Cantarella (Lega) su emergenza rifiuti: “Che fine ha fatto l’impianto di digestione anaerobica dell’umido che doveva sorgere a Pantano D’Arci?”


Pubblicato il 03 Marzo 2024

Ritengo malsano il solo pensare di sostituire le discariche con un termovalorizzatore da realizzare a Pantano d’Arci per risolvere l’emergenza rifiuti a Catania”. 

Così Fabio Cantarella, responsabile regionale dei dipartimenti della Lega ed ex assessore ai rifiuti della giunta di Salvo Pogliese, commenta le parole del sindaco di Catania Enrico Trantino in merito alla nomina del presidente della Regione Siciliana, Renato Schifani, a commissario straordinario per il completamento della rete impiantistica integrata del sistema di gestione dei rifiuti.

“E’ da condividere la soddisfazione per la nomina di Schifani perché le infrastrutture nella gestione dei rifiuti sono determinanti e la Sicilia sconta una carenza ultraventennale.
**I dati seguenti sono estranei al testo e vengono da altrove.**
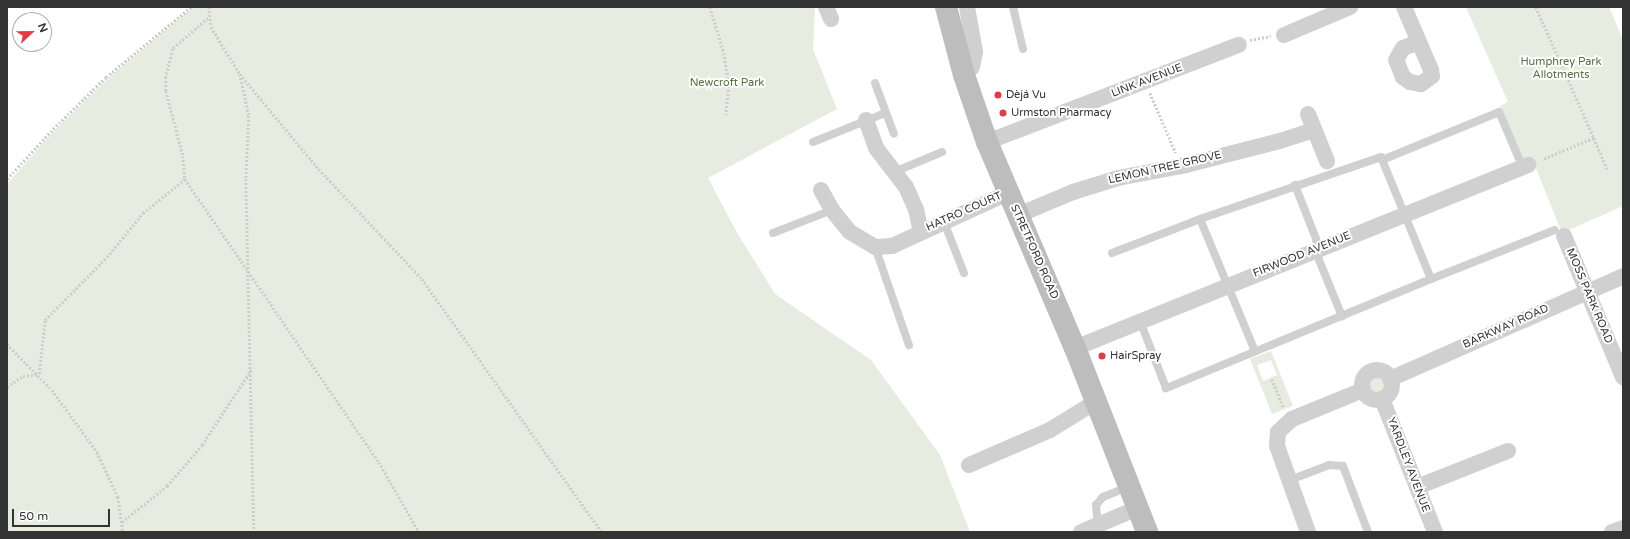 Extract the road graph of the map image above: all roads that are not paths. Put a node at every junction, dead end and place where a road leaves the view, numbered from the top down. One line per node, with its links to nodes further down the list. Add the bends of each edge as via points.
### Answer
1 (946, 7): 10 (main road, STRETFORD ROAD)
2 (1013, 7): 9 (lane)
3 (1350, 7): 6 (street)
4 (1404, 7): 7 (street)
5 (971, 8): 10 (street, via 975,60)
6 (1284, 35)
7 (1419, 42)
8 (1239, 45): 18 (street, LINK AVENUE)
9 (1024, 50)
10 (964, 75): 18 (main road, STRETFORD ROAD)
11 (875, 83): 12 (lane)
12 (885, 113): 14 (lane); 16 (lane)
13 (1308, 114): 15 (street)
14 (866, 120): 17 (lane); 23 (street, HATRO COURT, via 876,148)
15 (1314, 130): 21 (street); 29 (street, LEMON TREE GROVE, via 1280,142 1186,165 1118,178 1072,192)
16 (894, 134)
17 (813, 142)
18 (987, 142): 26 (main road, STRETFORD ROAD)
19 (942, 152): 23 (lane)
20 (1382, 160): 22 (lane, via 1499,112); 24 (lane, via 1381,157); 28 (lane)
21 (1327, 161)
22 (1526, 167): 28 (street, FIRWOOD AVENUE)
23 (894, 172): 32 (street, HATRO COURT, via 906,187 914,204)
24 (1295, 185): 30 (lane); 36 (lane)
25 (821, 190): 27 (street)
26 (1008, 193): 29 (main road, STRETFORD ROAD); 31 (street, HATRO COURT)
27 (832, 210): 33 (lane); 35 (street, via 850,232)
28 (1404, 214): 36 (street, FIRWOOD AVENUE); 40 (lane)
29 (1018, 215): 46 (main road, STRETFORD ROAD)
30 (1200, 219): 37 (lane); 41 (lane)
31 (944, 222): 32 (street, HATRO COURT); 38 (lane)
32 (921, 232): 35 (street, HATRO COURT, via 892,246)
33 (773, 233)
34 (1559, 233): 40 (lane); 42 (street, MOSS PARK ROAD)
35 (875, 247): 45 (lane)
36 (1318, 248): 41 (street, FIRWOOD AVENUE); 43 (lane, via 1319,260)
37 (1112, 253)
38 (964, 273)
39 (1623, 276): 42 (street, BARKWAY ROAD)
40 (1432, 279): 43 (lane)
41 (1228, 285): 44 (street, FIRWOOD AVENUE); 47 (lane)
42 (1586, 292): 48 (street, MOSS PARK ROAD); 49 (street, BARKWAY ROAD)
43 (1342, 316): 47 (lane)
44 (1140, 321): 46 (street, FIRWOOD AVENUE); 47 (lane, via 1166,388)
45 (909, 345)
46 (1075, 348): 52 (main road, STRETFORD ROAD)
47 (1255, 351)
48 (1623, 377)
49 (1390, 379): 50 (street, via 1384,372 1374,371 1363,380); 51 (street, via 1389,393)
50 (1363, 390): 51 (street, via 1368,398); 55 (street, via 1289,420 1278,432 1276,441)
51 (1382, 399): 56 (street, YARDLEY AVENUE)
52 (1097, 401): 54 (street, via 1050,430); 58 (main road, STRETFORD ROAD)
53 (1508, 452): 56 (street)
54 (969, 465)
55 (1290, 480): 63 (street); 64 (lane, via 1330,465 1343,466)
56 (1417, 487): 65 (street, YARDLEY AVENUE)
57 (1118, 491): 59 (lane, via 1103,497 1096,505)
58 (1138, 508): 59 (street); 62 (main road, STRETFORD ROAD)
59 (1098, 525): 61 (street)
60 (1623, 528): 66 (street)
61 (1081, 532)
62 (1147, 532)
63 (1308, 532)
64 (1368, 532)
65 (1435, 532)
66 (1612, 532)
Ben vengano anche i tanto attesi termovalorizzatori ma con la loro giusta e sana funzione, nel rispetto dell’ambiente. Dovranno essere il terminale della gestione dei rifiuti -continua Cantarella- ma della loro porzione residua, quella non più tecnicamente differenziabile dopo aver affermato una raccolta differenziata vera e spinta. Pertanto prima occorre realizzare impianti funzionali alla gestione delle singole porzioni differenziabili: dall’umido, al vetro fino alla carta e cartone, plastica e alluminio. In merito, il sindaco Trantino faccia sapere ai catanesi che fine ha fatto il naturale, questo sì che non è inquinante, impianto di digestione anaerobica dell’umido che doveva sorgere a Pantano D’Arci e di cui a fine mandato avevo lasciato l’iter avviato.

Sia il Comune di Catania che la SRR, con tutti i sindaci dei comuni aderenti, a partire dall’ex sindaco di Catania Salvo Pogliese, avevano approvato la relativa convenzione e la Regione guidata dall’ex governatore Musumeci, collega di partito del sindaco Trantino, aveva programmato lo stanziamento di fondi, era stato nominato anche un commissario per accelerare l’iter, tanto importante e strategica era ritenuta l’opera per l’ambiente e per sgravare la tassa dei rifiuti. Avremmo da una parte gestito in modo naturale, senza inquinare, l’umido, che è la frazione più importante della raccolta differenziata, dall’altra prodotto energia e rivalutato una struttura comunale, che rischia di finire nel degrado, con introiti per il Comune di Catania. Che fine ha fatto?”